A ban on exporting natural gas has been discussed in Washington DC in the past, and a few politicians are talking about one, but it is not seriously being considered.

Schlumberger provides services to producers. In fact, there’s not a bigger services provider. Schlumberger’s earnings announcement includes their expectations for 2022, and they expect to be providing more services to the industry.

The EIA is predicting growth in 2022 and 2023.

Shelly Moore Capito is suggesting that the Build Back Better bill is not dead, and that it includes money for a hydrogen/ethane storage hub that has been proposed for the Marcellus/Utica area.

Good news. Bad news. Good news. Bad news. The Mountain Valley Pipeline has lost its permit to cross the Jefferson National Forest. What’s next? Good or bad? Your guess is as good as mine.

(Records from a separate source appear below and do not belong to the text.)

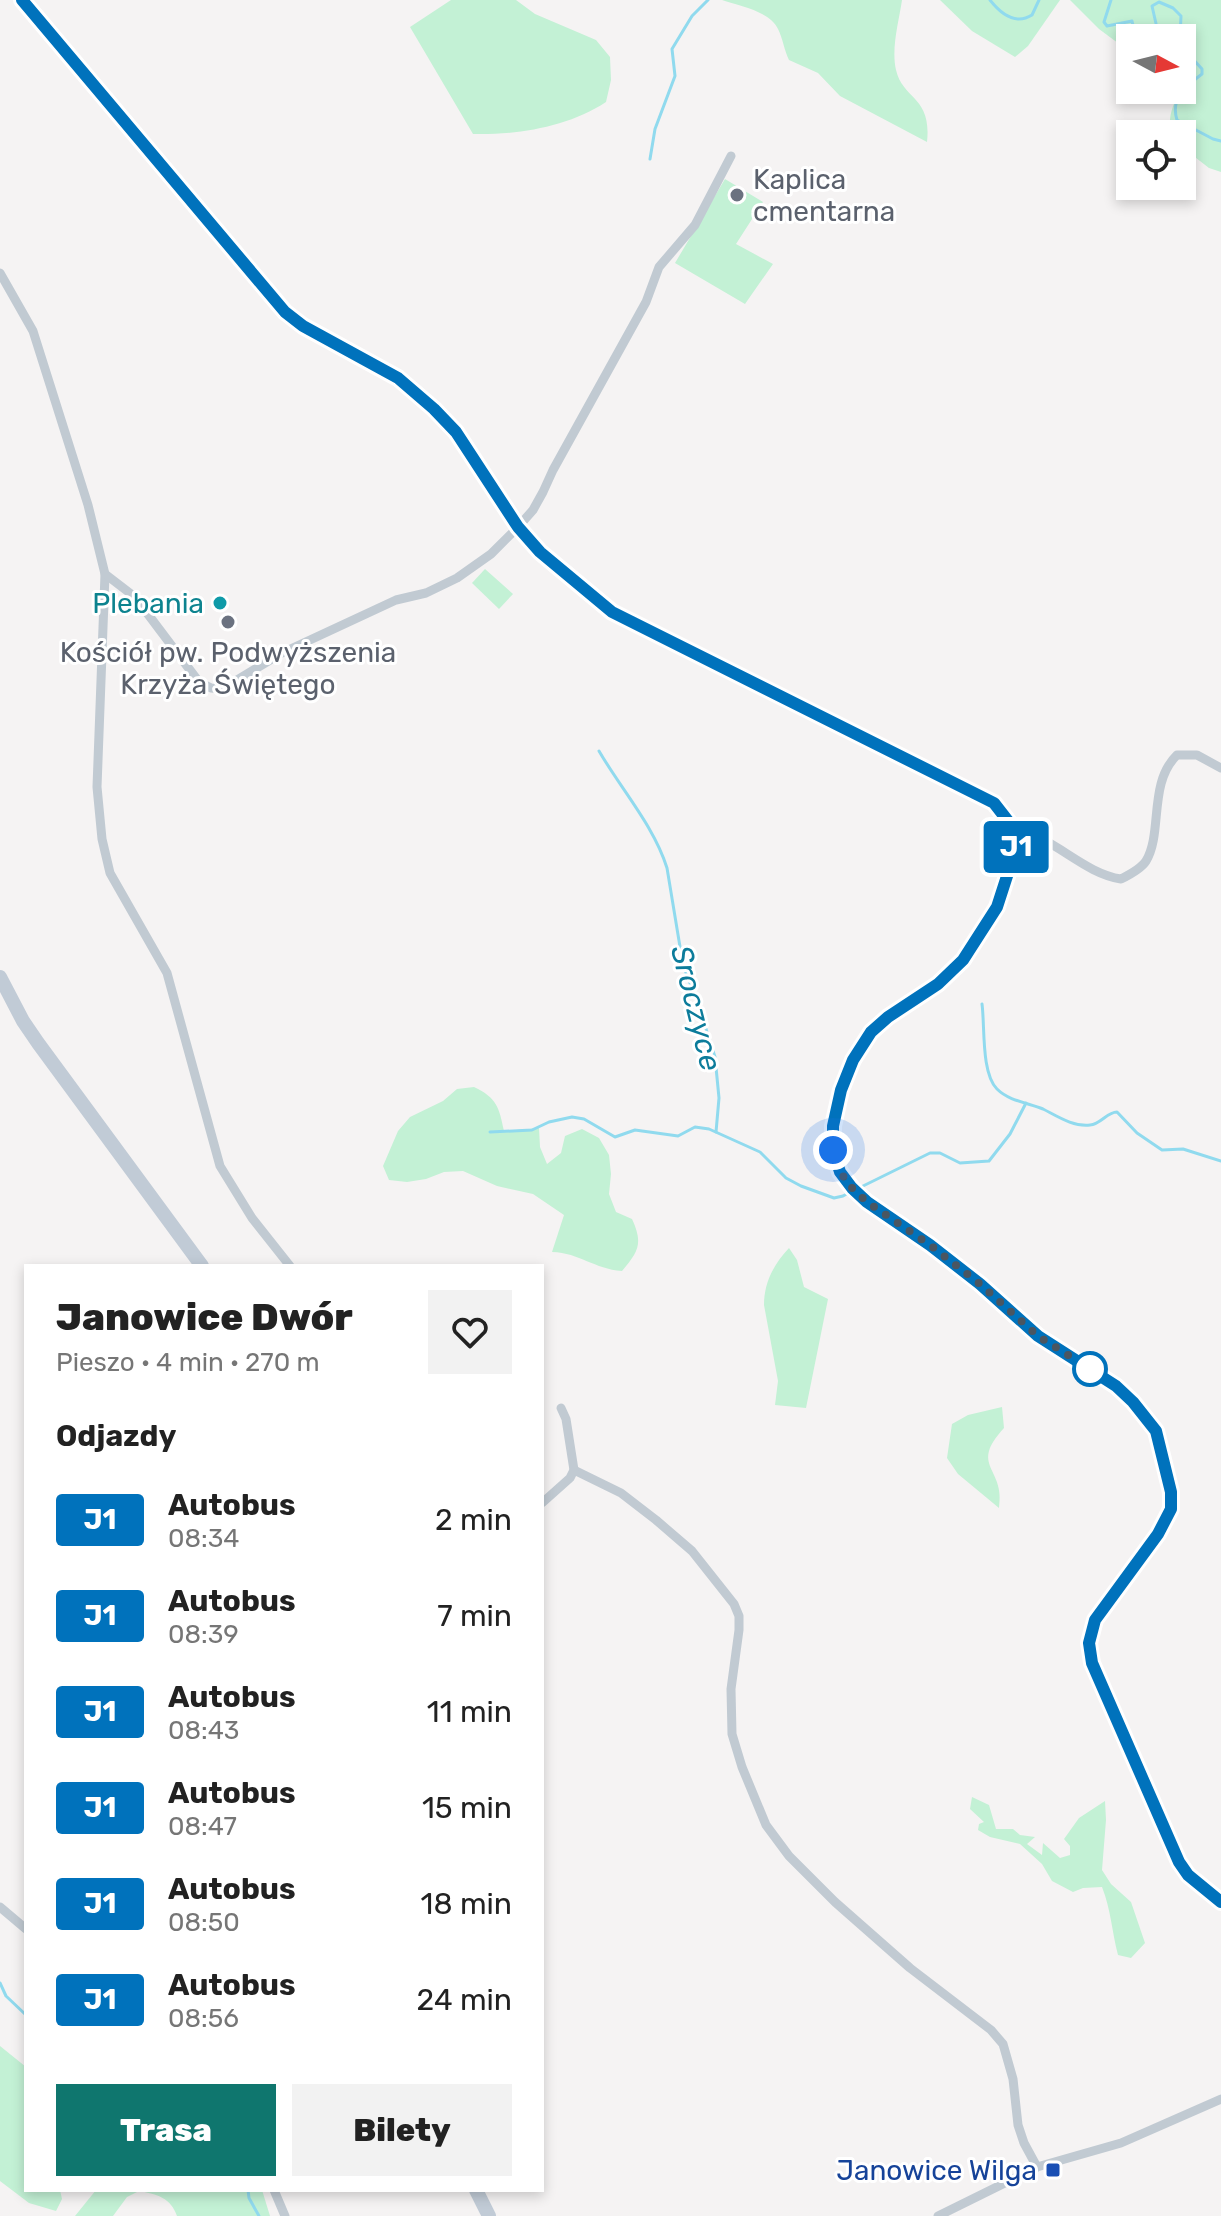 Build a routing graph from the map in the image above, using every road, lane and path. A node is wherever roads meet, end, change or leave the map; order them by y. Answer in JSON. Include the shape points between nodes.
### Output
{"nodes":[{"id":1,"x":22,"y":0,"type":"edge"},
{"id":2,"x":731,"y":156,"type":"dead end"},
{"id":3,"x":0,"y":273,"type":"edge"},
{"id":4,"x":0,"y":291,"type":"edge"},
{"id":5,"x":13,"y":299,"type":"junction"},
{"id":6,"x":518,"y":527,"type":"junction"},
{"id":7,"x":105,"y":574,"type":"junction"},
{"id":8,"x":1221,"y":768,"type":"edge"},
{"id":9,"x":1015,"y":830,"type":"junction"},
{"id":10,"x":0,"y":977,"type":"edge"},
{"id":11,"x":201,"y":1264,"type":"edge"},
{"id":12,"x":288,"y":1264,"type":"edge"},
{"id":13,"x":561,"y":1408,"type":"dead end"},
{"id":14,"x":574,"y":1470,"type":"junction"},
{"id":15,"x":544,"y":1501,"type":"edge"},
{"id":16,"x":1221,"y":1902,"type":"edge"},
{"id":17,"x":0,"y":1907,"type":"edge"},
{"id":18,"x":24,"y":1927,"type":"edge"},
{"id":19,"x":1221,"y":2099,"type":"edge"},
{"id":20,"x":1037,"y":2167,"type":"junction"},
{"id":21,"x":275,"y":2192,"type":"edge"},
{"id":22,"x":477,"y":2192,"type":"edge"},
{"id":23,"x":285,"y":2216,"type":"edge"},
{"id":24,"x":489,"y":2216,"type":"edge"},
{"id":25,"x":938,"y":2216,"type":"edge"}],
"edges":[{"from":1,"to":6,"type":"street","via":[[285,312],[398,378],[434,409],[456,432]]},
{"from":2,"to":6,"type":"street","via":[[695,225],[659,267],[646,302],[533,510]]},
{"from":3,"to":5,"type":"street"},
{"from":4,"to":5,"type":"street"},
{"from":5,"to":7,"type":"street","via":[[33,331]]},
{"from":6,"to":7,"type":"street","via":[[457,578],[282,653],[222,689],[199,682],[135,597]]},
{"from":6,"to":9,"type":"street","via":[[612,612],[994,803]]},
{"from":7,"to":12,"type":"street","via":[[97,787],[110,873],[167,973],[220,1166]]},
{"from":8,"to":9,"type":"street","via":[[1197,755],[1177,755],[1169,763],[1146,862],[1121,879],[1098,872],[1029,832]]},
{"from":9,"to":16,"type":"street","via":[[1017,845],[997,907],[963,960],[871,1032],[853,1060],[833,1126],[833,1150],[840,1172],[867,1202],[980,1284],[1038,1336],[1116,1386],[1156,1431],[1171,1509],[1095,1620],[1089,1643],[1092,1663],[1179,1862]]},
{"from":10,"to":11,"type":"street","via":[[38,1043]]},
{"from":13,"to":14,"type":"street"},
{"from":14,"to":15,"type":"street"},
{"from":14,"to":20,"type":"street","via":[[621,1493],[656,1520],[692,1551],[734,1604],[739,1630],[731,1689],[732,1734],[766,1825],[835,1902],[1003,2044],[1018,2125]]},
{"from":17,"to":18,"type":"street"},
{"from":19,"to":20,"type":"street","via":[[1121,2143]]},
{"from":20,"to":25,"type":"street"},
{"from":21,"to":23,"type":"street"},
{"from":22,"to":24,"type":"street"}]}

This Forbes article suggests it’s time for investors to open up their wallets with respect to oil and gas producers. I’m not of that opinion myself, as producers will overspend any chance they get. Of course, a little more production would be a good thing. Slow growth is good.

The price of natural gas spiked on day last week, but it was due to a short squeeze, not supply/demand fundamentals. Well, it was supply/demand, but not the supply of natural gas. It was the supply of trading contracts that was in play.

The United States is the world’s leader in natural gas exporting.

Oilfield services companies are predicting increased drilling this year, and have already scheduled up their completion crews for the year.

West Virginia could receive as much as $141 million in federal grant money to plug orphaned wells. The article notes that there are over 4600 eligible wells in West Virginia, but the actual number of abandoned/orphaned wells in West Virginia is much higher than that.

OPEC+ agreed to increase oil production by another 400,000 barrels per day in March, but the price of oil didn’t really move.

A number of large companies have signed on to work on a carbon capture and hydrogen storage hub in Ohio, PA, and WV. This is a very long term project, but worth keeping an eye on.

The legislature seems to be giving the State Tax Department a do-over on that tax assessment rule the Department botched last year. Let’s see if the Legislature does a better job of directing the Department on what do do this time.

Investors are still pushing oil and gas companies to make profits, not drill. Interestingly, not drilling seems to be making profits. It’s taken an outside influence to force oil and gas companies to do what they should have done all along.

Dominion is selling Hope Natural Gas, a West Virginia natural gas utility, to a company called Ullico. Presumably everything will stay the same except the owner.